Lead researchers Professor Leo Radom from the University's School of Chemistry and Dr. Amir Karton from the University of Western Australia believe that these novel compounds hold the key to slowing the progression of age-related diseases, such as heart disease, cancer, diabetes, and Alzheimer's disease.
"While most people consume wine, berries and chocolate for an antioxidant boost, we turned on our computers! We were able to use supercomputers to improve the power of natural antioxidants and this may provide future benefit to the health industry," said Dr. Karton.
Chemically-speaking, an antioxidant is a molecule that inhibits the oxidation of other molecules. In the common vernacular, antioxidants help protect the body from disease-causing free-radicals.
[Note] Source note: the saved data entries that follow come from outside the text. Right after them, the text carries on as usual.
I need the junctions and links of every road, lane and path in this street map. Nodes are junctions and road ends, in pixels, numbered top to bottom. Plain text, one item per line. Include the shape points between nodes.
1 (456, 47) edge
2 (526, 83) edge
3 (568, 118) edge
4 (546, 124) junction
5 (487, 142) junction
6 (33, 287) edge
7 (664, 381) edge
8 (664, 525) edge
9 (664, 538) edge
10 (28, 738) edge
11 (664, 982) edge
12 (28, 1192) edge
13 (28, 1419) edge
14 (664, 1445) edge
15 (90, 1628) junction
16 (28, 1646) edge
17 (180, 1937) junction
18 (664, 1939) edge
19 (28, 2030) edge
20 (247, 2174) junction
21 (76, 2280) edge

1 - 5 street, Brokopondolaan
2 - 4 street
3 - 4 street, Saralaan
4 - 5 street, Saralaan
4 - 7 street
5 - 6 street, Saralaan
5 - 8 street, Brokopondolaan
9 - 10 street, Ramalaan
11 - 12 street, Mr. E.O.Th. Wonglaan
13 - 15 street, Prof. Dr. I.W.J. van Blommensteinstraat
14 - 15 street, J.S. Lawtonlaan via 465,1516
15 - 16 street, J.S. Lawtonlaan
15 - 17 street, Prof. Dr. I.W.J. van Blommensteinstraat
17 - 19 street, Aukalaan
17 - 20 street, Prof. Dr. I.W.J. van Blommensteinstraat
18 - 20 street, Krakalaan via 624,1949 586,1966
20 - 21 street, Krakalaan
They are widely used as dietary supplements and hailed for their disease-fighting potential.
If asked to name some common antioxidants, most people could probably rattle off vitamins A, E and C with nary a thought. They might even cite the protective power of resveratrol or CoQ10, but this research out of Australia centers on carnosine, a specific type of antioxidant found in meat, fish and eggs.
Working with Michael Davies and David Pattison from the Heart Research Institute, the team investigated the ability of carnosine to scavenge the oxidant, hypochlorous acid. Normal amounts of hypochlorous acid work with the body's immune system to fight off invading pathogens, but too much of the substance is associated with the development of heart disease.
"The supercomputer modelling allows us to probe deeply into the molecular structure and helps us to understand just why carnosine is such an effective antioxidant. Armed with this understanding, we are then able to design even better antioxidants," said Professor Radom.
The work appears in the Journal of the American Chemical Society as well as the current edition of Nature Chemistry.
"Although we can't yet claim to have uncovered the fountain of eternal youth, our findings are one more step towards better treatments for ageing-related disease, which we hope will improve longevity and the quality of life in the future," said Dr. Karton.